Stephen Gee, writer of “Los Angeles Central Library, A History of its Art and Architecture,” will present a short illustrated talk about the book and the library Mon., Aug. 22 at 7 p.m. at Chevalier’s Books at 126 N. Larchmont Blvd. Mr. Gee will stay to sign books. For further information, call Chevalier’s at 323-465-1334.
The Los Angeles Central Library is one of the most distinguished buildings in the city. It is known for its striking architecture, fine artwork, and noteworthy collections within. However, it was not always so highly cherished, and at one point was in real danger of being torn down. Then-City Librarian, Wyman Jones, and many on his staff were pushing actively to demolish and replace the building.
Now, 35 years after a preservation movement that prevented the building’s demolition, the story of the Central Library has been chronicled through the publishing of “Los Angeles Central Library, A History of its Art and Architecture.” Written by Stephen Gee and photographed by Arnold Schwartzman, this book is a captivating display of the building itself, the beautiful artwork inside, and the story behind some of the “civic involvement” that impacted the library.
Each of the 240-page book’s 12 chapters paints a picture of the library and reminds Angelenos once again why this building is so essential to the culture of the city.
Of particular interest locally, and as mentioned briefly in the book, the circa 1980s saving of Central Library was deeply influenced by the actions of a local Windsor Square resident and a Miracle Mile architect.
Welborne and Phelps
John H. Welborne, now the publisher of the Larchmont Chronicle and then a young lawyer, together with Miracle Mile architect Barton Phelps, FAIA, stood up to protest the demolition.
Welborne formed the Citizens’ Task Force for Central Library Development, and Phelps became one of the group’s core members.
When interviewed recently, Phelps said, “I was appalled by the fact that the Central Library was being threatened because, to this day, it is one of the three greatest buildings downtown, along with City Hall and the train station.”
The book recounts how Phelps gave a speech to the Central City Association that convinced its leaders to join the opposition to the library’s destruction.
Author Gee explains that Welborne, Phelps and their allies ultimately were successful in their efforts and were among the key players responsible for the beautiful building still standing today.
In an interview with author Gee, he commented on how the Central Library is a connection between generations. Many Los Angeles citizens have had “transformative experiences” within this library, which brings these generations together by sharing a common ground for those experiences, he explained.

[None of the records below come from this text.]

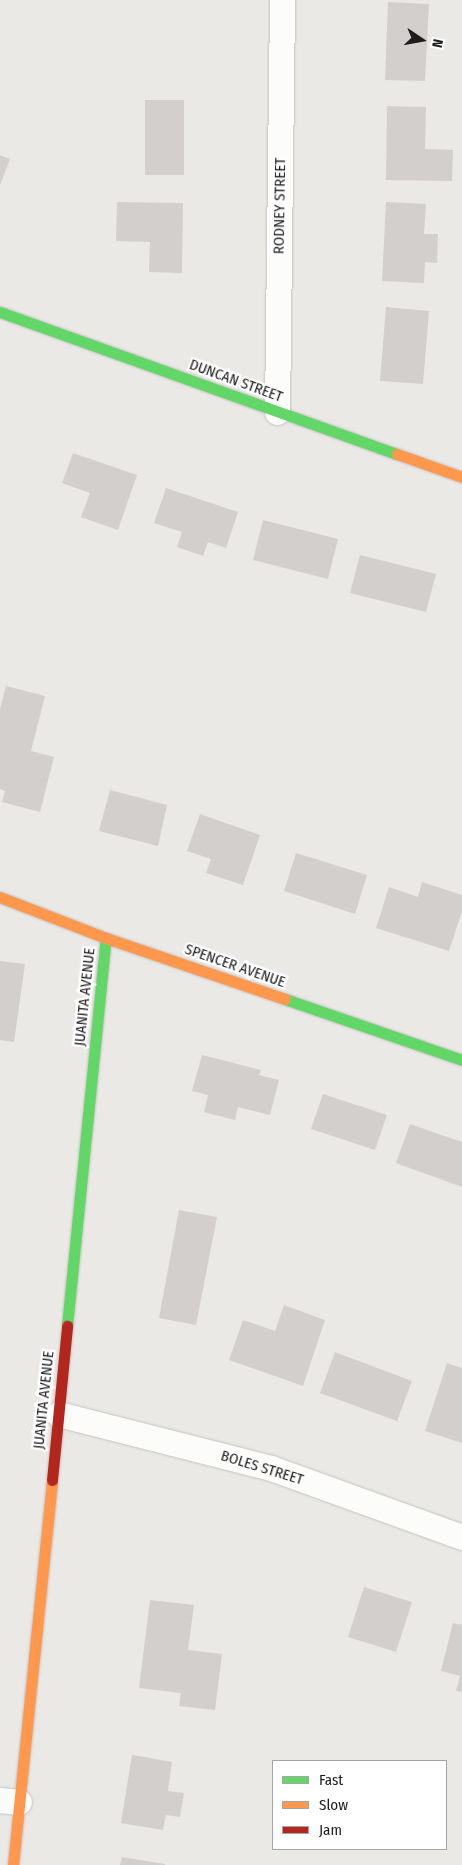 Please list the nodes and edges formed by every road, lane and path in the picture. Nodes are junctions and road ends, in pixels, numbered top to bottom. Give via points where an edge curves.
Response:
1 (282, 0) edge
2 (0, 312) edge
3 (277, 412) junction
4 (462, 477) edge
5 (0, 897) edge
6 (106, 938) junction
7 (462, 1060) edge
8 (58, 1414) junction
9 (462, 1537) edge
10 (10, 1801) edge
11 (13, 1865) edge

1 - 3 street, RODNEY STREET
2 - 3 street, DUNCAN STREET
3 - 4 street, DUNCAN STREET
5 - 6 street, SPENCER AVENUE
6 - 7 street, SPENCER AVENUE
6 - 8 street, JUANITA AVENUE
8 - 9 street, BOLES STREET via 271,1468
8 - 10 street, JUANITA AVENUE
10 - 11 street, JUANITA AVENUE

The photographer for the book, Arnold Schwartzman, has been involved in 13 books, but calls this “one of the most rewarding collaborations” and compares his partnership with Gee to “two pieces of a jigsaw puzzle coming together.”

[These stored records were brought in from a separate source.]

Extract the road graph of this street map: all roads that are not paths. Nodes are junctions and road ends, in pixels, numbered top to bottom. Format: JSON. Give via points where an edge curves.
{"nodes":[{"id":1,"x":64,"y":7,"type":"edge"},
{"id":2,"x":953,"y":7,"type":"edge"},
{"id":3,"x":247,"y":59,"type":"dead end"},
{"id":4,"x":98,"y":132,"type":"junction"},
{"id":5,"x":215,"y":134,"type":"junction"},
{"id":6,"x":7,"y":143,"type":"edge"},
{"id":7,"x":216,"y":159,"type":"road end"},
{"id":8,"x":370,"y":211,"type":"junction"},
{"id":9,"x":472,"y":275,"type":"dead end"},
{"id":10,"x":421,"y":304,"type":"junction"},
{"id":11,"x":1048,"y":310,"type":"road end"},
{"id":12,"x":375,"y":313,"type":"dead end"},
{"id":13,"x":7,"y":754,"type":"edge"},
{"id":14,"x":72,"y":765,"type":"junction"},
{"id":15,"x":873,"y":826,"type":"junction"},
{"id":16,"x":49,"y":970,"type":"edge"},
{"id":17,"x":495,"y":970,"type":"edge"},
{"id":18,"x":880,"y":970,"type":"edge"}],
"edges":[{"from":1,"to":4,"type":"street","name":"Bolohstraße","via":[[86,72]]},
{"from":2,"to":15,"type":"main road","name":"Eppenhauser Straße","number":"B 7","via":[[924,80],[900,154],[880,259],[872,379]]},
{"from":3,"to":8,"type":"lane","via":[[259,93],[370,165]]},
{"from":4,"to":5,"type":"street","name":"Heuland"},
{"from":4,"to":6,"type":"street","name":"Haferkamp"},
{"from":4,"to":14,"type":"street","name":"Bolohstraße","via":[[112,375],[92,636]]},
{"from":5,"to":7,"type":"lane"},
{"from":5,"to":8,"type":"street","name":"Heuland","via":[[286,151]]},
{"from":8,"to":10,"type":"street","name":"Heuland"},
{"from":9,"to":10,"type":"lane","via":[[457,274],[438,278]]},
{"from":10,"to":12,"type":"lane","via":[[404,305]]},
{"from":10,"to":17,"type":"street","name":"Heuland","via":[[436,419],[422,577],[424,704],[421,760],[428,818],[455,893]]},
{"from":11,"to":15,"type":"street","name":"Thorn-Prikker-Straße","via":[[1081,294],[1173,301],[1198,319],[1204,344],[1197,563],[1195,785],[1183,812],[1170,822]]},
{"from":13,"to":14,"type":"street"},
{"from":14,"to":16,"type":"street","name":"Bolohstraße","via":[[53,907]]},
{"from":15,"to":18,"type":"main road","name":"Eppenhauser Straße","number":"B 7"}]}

Today, the idea of tearing down such a significant building in Los Angeles seems almost unimaginable.
Yet, that was not the case in the 1970s and right before and after. This book details the real threat of demolition and cites how two local men’s passion for the building helped stop that horrific occurrence from happening.
“None of the buildings in Los Angeles says more about who we are as a society and what we care about than the Central Library,” says Gee. His book captures the building’s cultural significance and beauty.
It is available at Chevalier’s Books in Larchmont Village.